Dataset entries:
'''
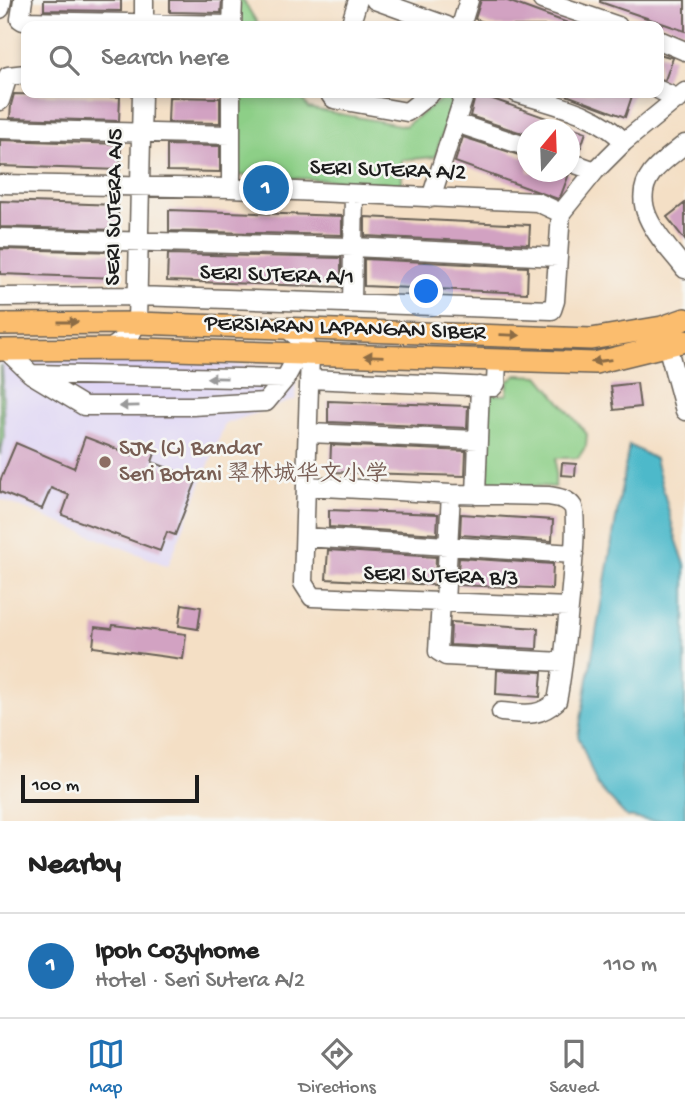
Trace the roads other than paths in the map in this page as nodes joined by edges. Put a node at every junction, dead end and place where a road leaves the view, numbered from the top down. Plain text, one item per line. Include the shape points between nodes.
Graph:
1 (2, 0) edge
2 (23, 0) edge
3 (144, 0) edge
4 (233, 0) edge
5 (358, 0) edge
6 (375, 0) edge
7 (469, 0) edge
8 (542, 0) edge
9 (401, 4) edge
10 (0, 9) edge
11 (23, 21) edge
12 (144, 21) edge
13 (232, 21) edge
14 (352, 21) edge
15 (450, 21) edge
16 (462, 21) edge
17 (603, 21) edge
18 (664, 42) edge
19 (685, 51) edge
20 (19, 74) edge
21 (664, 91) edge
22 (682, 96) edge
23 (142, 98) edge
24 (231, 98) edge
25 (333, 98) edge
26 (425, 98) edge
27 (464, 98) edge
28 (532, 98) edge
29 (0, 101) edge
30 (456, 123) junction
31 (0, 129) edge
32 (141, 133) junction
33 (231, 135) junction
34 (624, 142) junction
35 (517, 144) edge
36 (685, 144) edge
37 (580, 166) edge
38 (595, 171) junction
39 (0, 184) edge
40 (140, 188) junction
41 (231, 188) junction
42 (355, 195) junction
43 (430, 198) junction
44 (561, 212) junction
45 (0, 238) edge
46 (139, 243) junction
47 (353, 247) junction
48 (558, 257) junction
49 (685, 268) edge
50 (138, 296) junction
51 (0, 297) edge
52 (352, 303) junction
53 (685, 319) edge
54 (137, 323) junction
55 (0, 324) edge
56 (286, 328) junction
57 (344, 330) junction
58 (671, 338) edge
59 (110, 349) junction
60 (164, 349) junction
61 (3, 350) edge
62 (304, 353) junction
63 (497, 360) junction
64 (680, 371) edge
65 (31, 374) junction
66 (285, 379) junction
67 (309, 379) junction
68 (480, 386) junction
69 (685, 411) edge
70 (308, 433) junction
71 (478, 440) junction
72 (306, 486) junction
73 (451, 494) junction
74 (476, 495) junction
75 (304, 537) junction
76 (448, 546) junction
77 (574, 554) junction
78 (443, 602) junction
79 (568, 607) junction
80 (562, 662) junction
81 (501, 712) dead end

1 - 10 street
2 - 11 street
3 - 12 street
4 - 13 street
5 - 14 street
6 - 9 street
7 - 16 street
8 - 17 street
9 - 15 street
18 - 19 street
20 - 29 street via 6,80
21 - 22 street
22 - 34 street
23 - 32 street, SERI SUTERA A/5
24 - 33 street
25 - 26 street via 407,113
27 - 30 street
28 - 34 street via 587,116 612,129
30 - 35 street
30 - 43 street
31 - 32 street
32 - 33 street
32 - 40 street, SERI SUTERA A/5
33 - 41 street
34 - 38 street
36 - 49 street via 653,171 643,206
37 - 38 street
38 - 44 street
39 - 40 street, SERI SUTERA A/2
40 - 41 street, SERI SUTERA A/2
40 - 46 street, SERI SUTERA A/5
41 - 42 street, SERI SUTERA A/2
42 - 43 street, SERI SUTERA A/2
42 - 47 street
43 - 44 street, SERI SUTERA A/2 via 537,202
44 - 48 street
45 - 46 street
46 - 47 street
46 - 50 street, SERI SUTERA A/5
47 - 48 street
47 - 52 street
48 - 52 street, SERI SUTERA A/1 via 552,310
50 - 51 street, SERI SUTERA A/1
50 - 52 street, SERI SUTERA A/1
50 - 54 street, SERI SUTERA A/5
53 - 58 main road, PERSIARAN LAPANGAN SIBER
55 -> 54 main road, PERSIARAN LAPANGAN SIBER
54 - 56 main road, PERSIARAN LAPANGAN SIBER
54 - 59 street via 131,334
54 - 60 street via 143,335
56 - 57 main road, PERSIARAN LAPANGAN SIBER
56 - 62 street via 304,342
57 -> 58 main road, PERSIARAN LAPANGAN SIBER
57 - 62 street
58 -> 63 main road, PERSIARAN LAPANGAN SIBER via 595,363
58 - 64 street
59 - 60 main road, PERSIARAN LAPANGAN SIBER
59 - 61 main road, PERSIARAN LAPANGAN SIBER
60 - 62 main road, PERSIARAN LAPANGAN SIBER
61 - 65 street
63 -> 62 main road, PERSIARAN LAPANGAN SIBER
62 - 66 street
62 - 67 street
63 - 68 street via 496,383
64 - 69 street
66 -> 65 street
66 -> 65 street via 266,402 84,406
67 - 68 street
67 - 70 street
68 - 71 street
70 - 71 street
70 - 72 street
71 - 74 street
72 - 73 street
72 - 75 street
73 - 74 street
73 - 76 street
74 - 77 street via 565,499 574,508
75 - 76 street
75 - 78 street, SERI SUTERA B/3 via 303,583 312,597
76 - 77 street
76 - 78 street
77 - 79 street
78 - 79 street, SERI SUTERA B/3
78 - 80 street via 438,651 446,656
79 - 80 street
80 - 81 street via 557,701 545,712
'''
'''
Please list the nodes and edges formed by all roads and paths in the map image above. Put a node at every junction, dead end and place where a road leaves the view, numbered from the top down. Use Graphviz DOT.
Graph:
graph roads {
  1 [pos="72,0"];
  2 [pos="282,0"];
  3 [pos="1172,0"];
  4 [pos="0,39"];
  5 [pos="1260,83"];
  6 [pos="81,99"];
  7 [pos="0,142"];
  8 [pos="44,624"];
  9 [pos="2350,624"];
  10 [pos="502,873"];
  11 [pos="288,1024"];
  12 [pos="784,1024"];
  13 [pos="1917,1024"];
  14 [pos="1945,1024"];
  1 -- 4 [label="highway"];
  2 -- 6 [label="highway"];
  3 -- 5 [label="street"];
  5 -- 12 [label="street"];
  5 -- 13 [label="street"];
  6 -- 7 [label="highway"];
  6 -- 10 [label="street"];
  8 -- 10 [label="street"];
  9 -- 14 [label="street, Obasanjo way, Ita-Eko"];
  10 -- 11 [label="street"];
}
'''
'''
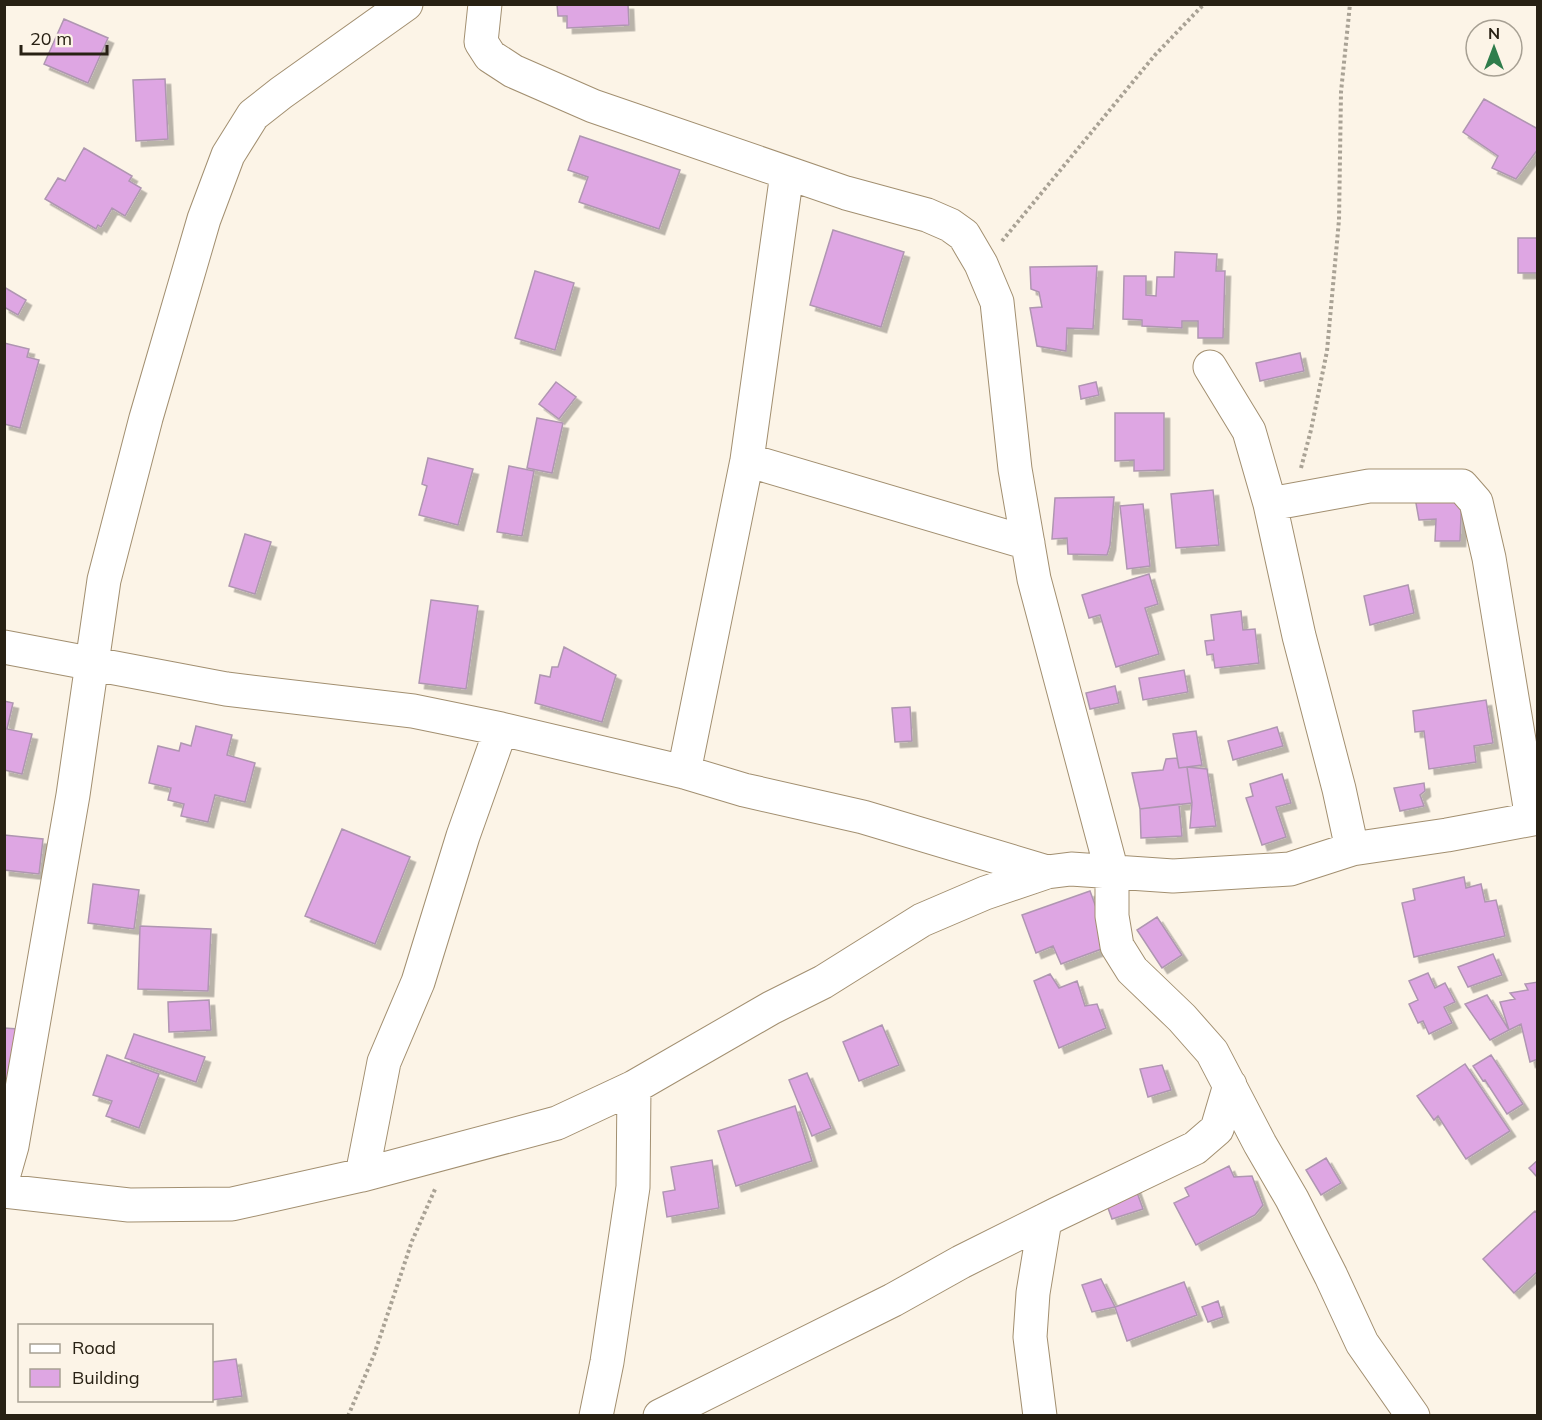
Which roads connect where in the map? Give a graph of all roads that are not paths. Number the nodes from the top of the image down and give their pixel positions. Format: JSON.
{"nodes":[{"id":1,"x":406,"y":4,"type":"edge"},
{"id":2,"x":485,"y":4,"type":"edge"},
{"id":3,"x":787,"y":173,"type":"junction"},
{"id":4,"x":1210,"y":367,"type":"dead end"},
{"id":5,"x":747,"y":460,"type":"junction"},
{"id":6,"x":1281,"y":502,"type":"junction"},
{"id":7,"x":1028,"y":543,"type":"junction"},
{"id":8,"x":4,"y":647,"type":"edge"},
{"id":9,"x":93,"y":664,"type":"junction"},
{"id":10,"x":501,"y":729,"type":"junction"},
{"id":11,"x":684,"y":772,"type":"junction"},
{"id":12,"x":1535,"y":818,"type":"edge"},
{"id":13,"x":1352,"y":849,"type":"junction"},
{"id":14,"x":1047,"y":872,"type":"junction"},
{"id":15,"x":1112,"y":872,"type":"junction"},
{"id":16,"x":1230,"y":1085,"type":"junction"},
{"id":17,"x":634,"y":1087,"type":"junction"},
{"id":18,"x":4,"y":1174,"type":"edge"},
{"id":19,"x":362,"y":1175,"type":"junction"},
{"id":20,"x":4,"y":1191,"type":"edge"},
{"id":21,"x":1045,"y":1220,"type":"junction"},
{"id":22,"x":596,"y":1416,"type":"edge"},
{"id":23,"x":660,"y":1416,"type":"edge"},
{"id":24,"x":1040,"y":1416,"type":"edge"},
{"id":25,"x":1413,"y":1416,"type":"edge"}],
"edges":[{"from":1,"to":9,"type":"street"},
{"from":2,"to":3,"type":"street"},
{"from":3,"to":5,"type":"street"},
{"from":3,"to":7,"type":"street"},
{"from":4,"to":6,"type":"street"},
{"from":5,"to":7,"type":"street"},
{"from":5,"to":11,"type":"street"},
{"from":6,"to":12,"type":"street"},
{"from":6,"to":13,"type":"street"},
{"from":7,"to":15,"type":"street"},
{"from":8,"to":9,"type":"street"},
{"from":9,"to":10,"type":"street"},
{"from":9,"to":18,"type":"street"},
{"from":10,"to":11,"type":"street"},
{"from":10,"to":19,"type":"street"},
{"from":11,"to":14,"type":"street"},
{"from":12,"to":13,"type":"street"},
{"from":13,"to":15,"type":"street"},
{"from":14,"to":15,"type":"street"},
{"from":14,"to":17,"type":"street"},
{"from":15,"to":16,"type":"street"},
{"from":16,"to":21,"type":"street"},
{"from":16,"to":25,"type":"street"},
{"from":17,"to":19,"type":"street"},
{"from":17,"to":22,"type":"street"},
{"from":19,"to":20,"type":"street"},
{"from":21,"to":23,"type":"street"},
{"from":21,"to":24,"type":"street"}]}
'''
[EXERCISE REQUIREMENTS] Whenever the string "numbered" shows up in a line above, copy that line.

[FINAL ANSWER]
Trace the roads other than paths in the map in this page as nodes joined by edges. Put a node at every junction, dead end and place where a road leaves the view, numbered from the top down. Plain text, one item per line. Include the shape points between nodes.
Please list the nodes and edges formed by all roads and paths in the map image above. Put a node at every junction, dead end and place where a road leaves the view, numbered from the top down. Use Graphviz DOT.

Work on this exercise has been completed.